Friday, October 13, 2006

Gimme A Brake

My father has always been one very good auto mechanic. He used to help fix seemingly unfixable problems on stock cars that would run the modified NASCAR circuit. Of course, he's been retired for years now. Back in the seventies, he owned a front-end alignment shop in Flemington, New Jersey. It didn't take him long to gain the reputation of being the best around. People from all over would bring their cars to him. There was another guy in town that had been there a lot longer and did the same thing, but there was plenty of business to go around. As a matter of fact, the two liked each other. One day, the other guy suffered a terrible accident at work and went to the biggest and best alignment shop in the sky. That really bothered my father.

I remember when I was 17, let's see, that would be in 1969, I bought a 1965 Mustang. With air conditioning and an 8-Track cassette. AM-FM, too. I was the man! FM had come into vogue around then, but most cars from 1965 only had AM. It gave me enough confidence to go get me a genuine girlfriend, a real knockout, to boot. Unfortunately, Mustangs were not known for having big back seats. The following summer, I needed new front shocks. I had never worked on a car up to that point and never planned to, not with a father who knew pretty much everything about them. Besides, cars were still a new thing to me, after riding bikes most of my life. He used to let me "help" him when I was a kid, to make me feel good, but I never really did anything because I really didn't help all that much.

One day, I called him and asked if he could put new shocks in for me. Sure, go over to Carver's Auto Parts, get what you need and come by Saturday morning. OK, great! I was getting tired of getting seasick every time I went over a bump in the road. So was my girlfriend.
That Saturday morning, I stopped by, parts in hand. He told me, "See those tools over there? They are all you're going to need to replace those bad shocks."

"What do you mean?" I protested. "I thought you were going to put them in for me."

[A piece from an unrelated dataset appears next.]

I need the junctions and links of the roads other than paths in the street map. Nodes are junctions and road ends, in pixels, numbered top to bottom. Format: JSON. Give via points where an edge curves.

"No, you're going to have to learn how to work on a car and this is a good place to start." When he told me that, I began to dislike him for thinking I was ready to work on my own vehicle. I wasn't and I think he sensed if he had told me beforehand that I was going to do the work, the job would never have gotten done. "I'm going to be right here to give you any help or advice, so don't panic."

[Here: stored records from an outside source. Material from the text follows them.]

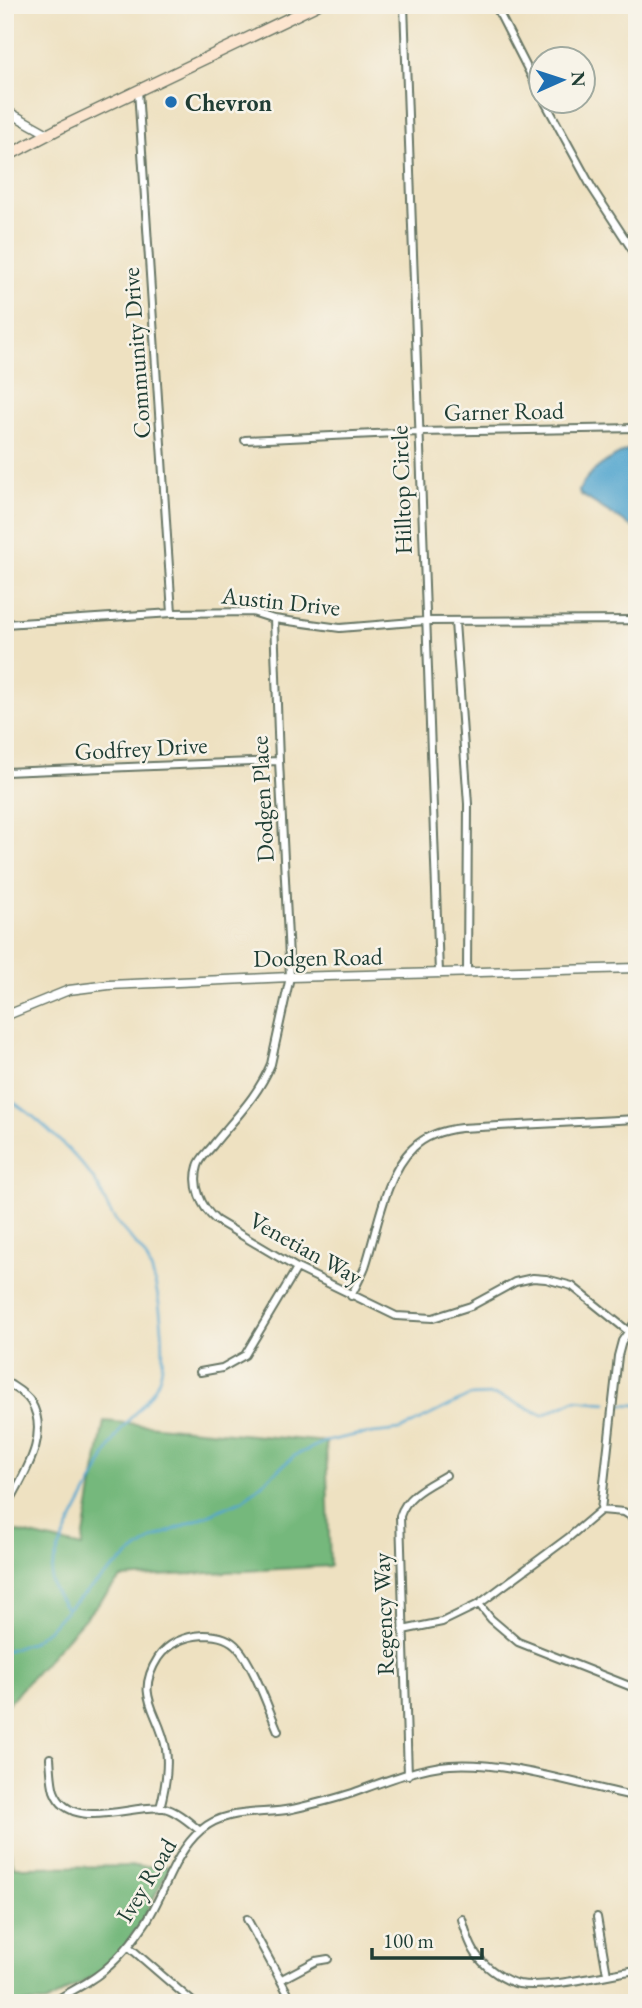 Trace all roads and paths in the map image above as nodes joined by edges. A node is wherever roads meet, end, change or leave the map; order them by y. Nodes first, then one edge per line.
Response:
1 (317, 5) edge
2 (404, 5) edge
3 (495, 5) edge
4 (526, 64) edge
5 (138, 90) junction
6 (5, 110) edge
7 (553, 116) edge
8 (48, 134) junction
9 (5, 157) edge
10 (634, 245) edge
11 (637, 257) edge
12 (637, 428) edge
13 (418, 432) junction
14 (245, 440) dead end
15 (172, 613) junction
16 (274, 619) junction
17 (636, 620) edge
18 (425, 621) junction
19 (455, 622) junction
20 (5, 624) edge
21 (637, 654) edge
22 (279, 761) junction
23 (5, 772) edge
24 (637, 968) edge
25 (467, 972) junction
26 (439, 973) junction
27 (290, 977) junction
28 (5, 1016) edge
29 (637, 1119) edge
30 (297, 1268) junction
31 (351, 1296) junction
32 (637, 1319) edge
33 (628, 1331) junction
34 (200, 1372) dead end
35 (5, 1381) edge
36 (446, 1475) dead end
37 (5, 1506) edge
38 (601, 1510) junction
39 (637, 1520) edge
40 (479, 1604) junction
41 (403, 1630) junction
42 (637, 1689) edge
43 (278, 1731) dead end
44 (50, 1758) dead end
45 (408, 1774) junction
46 (637, 1797) edge
47 (160, 1808) junction
48 (200, 1830) junction
49 (597, 1917) dead end
50 (247, 1919) dead end
51 (462, 1919) dead end
52 (128, 1946) junction
53 (328, 1959) dead end
54 (637, 1970) edge
55 (607, 1974) junction
56 (282, 1979) junction
57 (53, 2003) edge
58 (194, 2003) edge
59 (293, 2003) edge

1 - 5 main road
2 - 13 street, Hilltop Circle
3 - 4 street
5 - 8 main road
5 - 15 street, Community Drive
6 - 8 street
7 - 10 street
8 - 9 main road
10 - 11 street
12 - 13 street, Garner Road
13 - 14 street, Garner Road
13 - 18 street, Hilltop Circle
15 - 16 street, Austin Drive
15 - 20 street, Austin Drive
16 - 18 street, Austin Drive
16 - 22 street, Dodgen Place
17 - 19 street, Austin Drive
17 - 21 street
18 - 19 street, Austin Drive
18 - 26 street, Hilltop Circle
19 - 25 street
22 - 23 street, Godfrey Drive
22 - 27 street, Dodgen Place
24 - 25 street, Dodgen Road
25 - 26 street, Dodgen Road
26 - 27 street, Dodgen Road
27 - 28 street, Dodgen Road
27 - 30 street, Venetian Way
29 - 31 street
30 - 31 street, Venetian Way
30 - 34 street
31 - 33 street, Venetian Way
32 - 33 street
33 - 38 street
35 - 37 street
36 - 41 street, Regency Way
38 - 39 street
38 - 40 street
40 - 41 street
40 - 42 street
41 - 45 street, Regency Way
43 - 47 street
44 - 47 street
45 - 46 street, Ivey Road
45 - 48 street, Ivey Road
47 - 48 street
48 - 52 street, Ivey Road
49 - 55 street
50 - 56 street
51 - 55 street
52 - 57 street, Ivey Road
52 - 58 street
53 - 56 street
54 - 55 street
56 - 59 street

One thing about my father's tools, you could eat off them. They were always neatly arranged, too. AND YOU'D BETTER RETURN THEM THAT WAY! Oh, he didn't expect me to remember where they all went, but they'd better be clean. "No one wants to reach into a toolbox and grab a dirty, greasy wrench." He was right. He was right about something else, too. I learned how to work on my own cars over the years and I've probably saved tens of thousands of dollars because of it.

In the late seventies, my good friend Frank had a little Japanese import. I think it was a Subaru. Frank sold industrial coatings for Dupont back then and needed a small, fuel-efficient car that was very dependable. Because of all the miles he'd put on it, the rear brakes finally wore out. Front brakes wear out three times as quickly and those he maintained. After so many miles it was time to do the rears. I called my father and asked him if I could use his shop on Saturday to do the job for Frank. He normally didn't work weekends so it wasn't a problem. These were drum type brakes and the shoes were what needed replacing. Since Frank wasn't all that educated when it came to working on cars, I figured we'd both go to the parts store so I could make sure we got the right parts.

My father had a rack you'd drive up onto. "OK, Frank. Slowly drive up the ramp and I'll tell you when to stop." So far, so good. After removing the tires, I unbolted the wheel drums. After they've been on a car for some time and been subjected to the elements, they can be really tough to remove. They were. After finally getting them off, I started to disassemble the brakes. I compared the old parts with the new, to make sure everything matched up. Everything was going well. I installed all of the new parts. I checked and checked again to make sure everything was correct. Then, I tried to put the drums back on. No way. They wouldn't fit over the new brakes. I thought of everything. I looked again to make sure everything was correct. Yup. I compared old parts with the new. Everything was on right, but, those drums would not go back on. No way, no how. I even thought of sanding them down. I must have spent hours trying to figure the mess out. Of course, Frank didn't have a clue.
I phoned my father and explained the dilemma. "Are you sure everything is right?" he asked me. I told him yes.

"Could you please come down and take a look? I mean, I've tried everything." Reluctantly, he said yes and Frank and I waited. When he pulled up and got out of his car, he immediately went over to the exposed brakes on the left side
to do a little inspecting. Then, he walked up to us. Clearly, he could see the looks of frustration and anticipation in our eyes. Methodically, he opened the driver's door, reached in and disengaged the emergency brake.

"You think you two dodos can finish the job without any more help?" I felt really dumb.
I told you Frank didn't know much about cars. Apparently, I didn't either, but I sure did learn a good lesson.